The FCC is busy conducting some last minute due diligence over America
Online’s
shady instant messaging (IM) policies.
Unfortunately, it’s little more than feel-good window dressing. While most
investors have long since put the AOL/Time Warner merger to bed, instant
messaging is one of those crucial points that demands a triple shot of
scrutiny.


As near as I can tell, America Online is acting the fool with its
strong-arm tactics over IM. Last summer, the ISP giant scrambled to block
its users from receiving instant messages from rival IM services. Namely
Microsoft’s . Back then nobody gave a rat’s
behind because Softie was the town bully, and the nascent technology was
simply a passing gadget with a few million fans.

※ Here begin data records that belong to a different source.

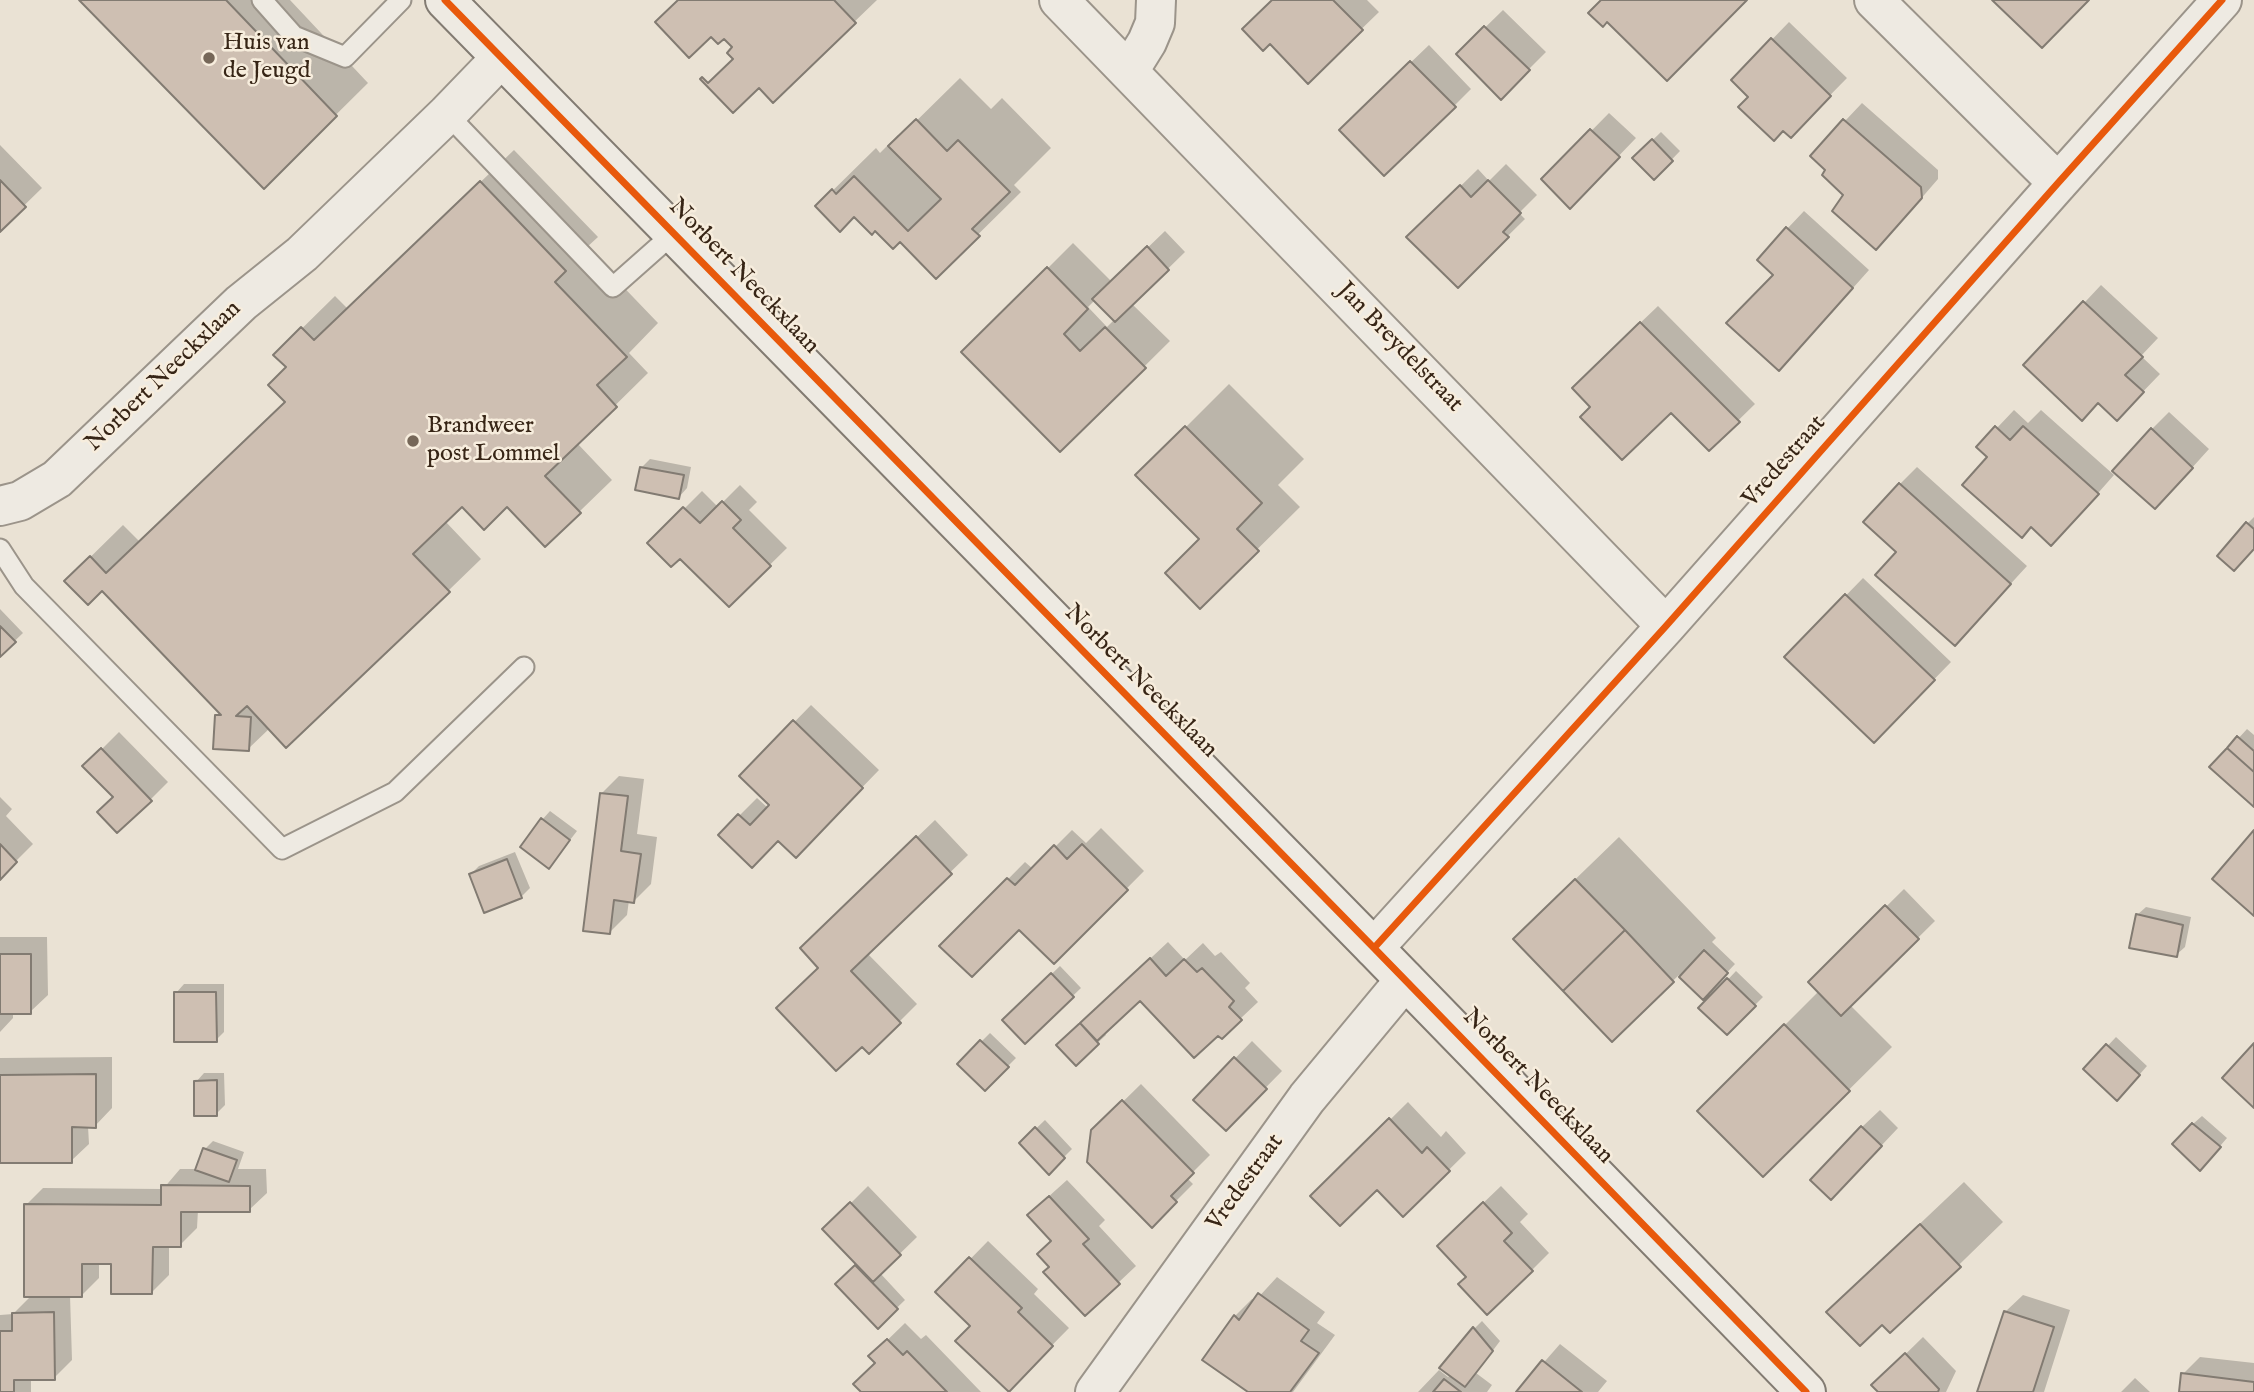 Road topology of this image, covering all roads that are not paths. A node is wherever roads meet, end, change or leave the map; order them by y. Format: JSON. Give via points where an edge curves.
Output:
{"nodes":[{"id":1,"x":262,"y":0,"type":"edge"},
{"id":2,"x":401,"y":0,"type":"edge"},
{"id":3,"x":445,"y":0,"type":"edge"},
{"id":4,"x":1059,"y":0,"type":"edge"},
{"id":5,"x":1156,"y":0,"type":"edge"},
{"id":6,"x":1874,"y":0,"type":"edge"},
{"id":7,"x":2222,"y":0,"type":"edge"},
{"id":8,"x":501,"y":58,"type":"junction"},
{"id":9,"x":1129,"y":71,"type":"junction"},
{"id":10,"x":447,"y":114,"type":"junction"},
{"id":11,"x":2058,"y":183,"type":"junction"},
{"id":12,"x":674,"y":233,"type":"junction"},
{"id":13,"x":0,"y":506,"type":"edge"},
{"id":14,"x":0,"y":549,"type":"edge"},
{"id":15,"x":1667,"y":626,"type":"junction"},
{"id":16,"x":524,"y":667,"type":"dead end"},
{"id":17,"x":1374,"y":947,"type":"junction"},
{"id":18,"x":1405,"y":980,"type":"junction"},
{"id":19,"x":1095,"y":1392,"type":"edge"},
{"id":20,"x":1807,"y":1392,"type":"edge"}],
"edges":[{"from":1,"to":2,"type":"lane","via":[[294,36],[345,57]]},
{"from":3,"to":8,"type":"street","name":"Norbert Neeckxlaan"},
{"from":4,"to":9,"type":"street","name":"Jan Breydelstraat"},
{"from":5,"to":9,"type":"street","via":[[1155,23]]},
{"from":6,"to":11,"type":"street"},
{"from":7,"to":11,"type":"street","name":"Vredestraat"},
{"from":8,"to":10,"type":"street","name":"Norbert Neeckxlaan"},
{"from":8,"to":12,"type":"street","name":"Norbert Neeckxlaan"},
{"from":9,"to":15,"type":"street","name":"Jan Breydelstraat"},
{"from":10,"to":12,"type":"lane","via":[[613,287]]},
{"from":10,"to":13,"type":"street","name":"Norbert Neeckxlaan","via":[[57,479]]},
{"from":11,"to":15,"type":"street","name":"Vredestraat"},
{"from":12,"to":17,"type":"street","name":"Norbert Neeckxlaan"},
{"from":14,"to":16,"type":"lane","via":[[24,586],[282,849],[395,792]]},
{"from":15,"to":17,"type":"street","name":"Vredestraat"},
{"from":17,"to":18,"type":"street","name":"Norbert Neeckxlaan"},
{"from":18,"to":19,"type":"street","name":"Vredestraat","via":[[1307,1098]]},
{"from":18,"to":20,"type":"street","name":"Norbert Neeckxlaan"}]}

That was then. This is now. Today, instant messaging is big bananas, and
there are more rival services out there than you can shake a stick at.
Sounds peachy for consumers, except for the fact that AOL is still blocking
rival IM services, desperate to keep a stranglehold on its more than 150
million users. That goes counter to everything the Internet stands for and
should raise more than a few eyebrows with the FCC.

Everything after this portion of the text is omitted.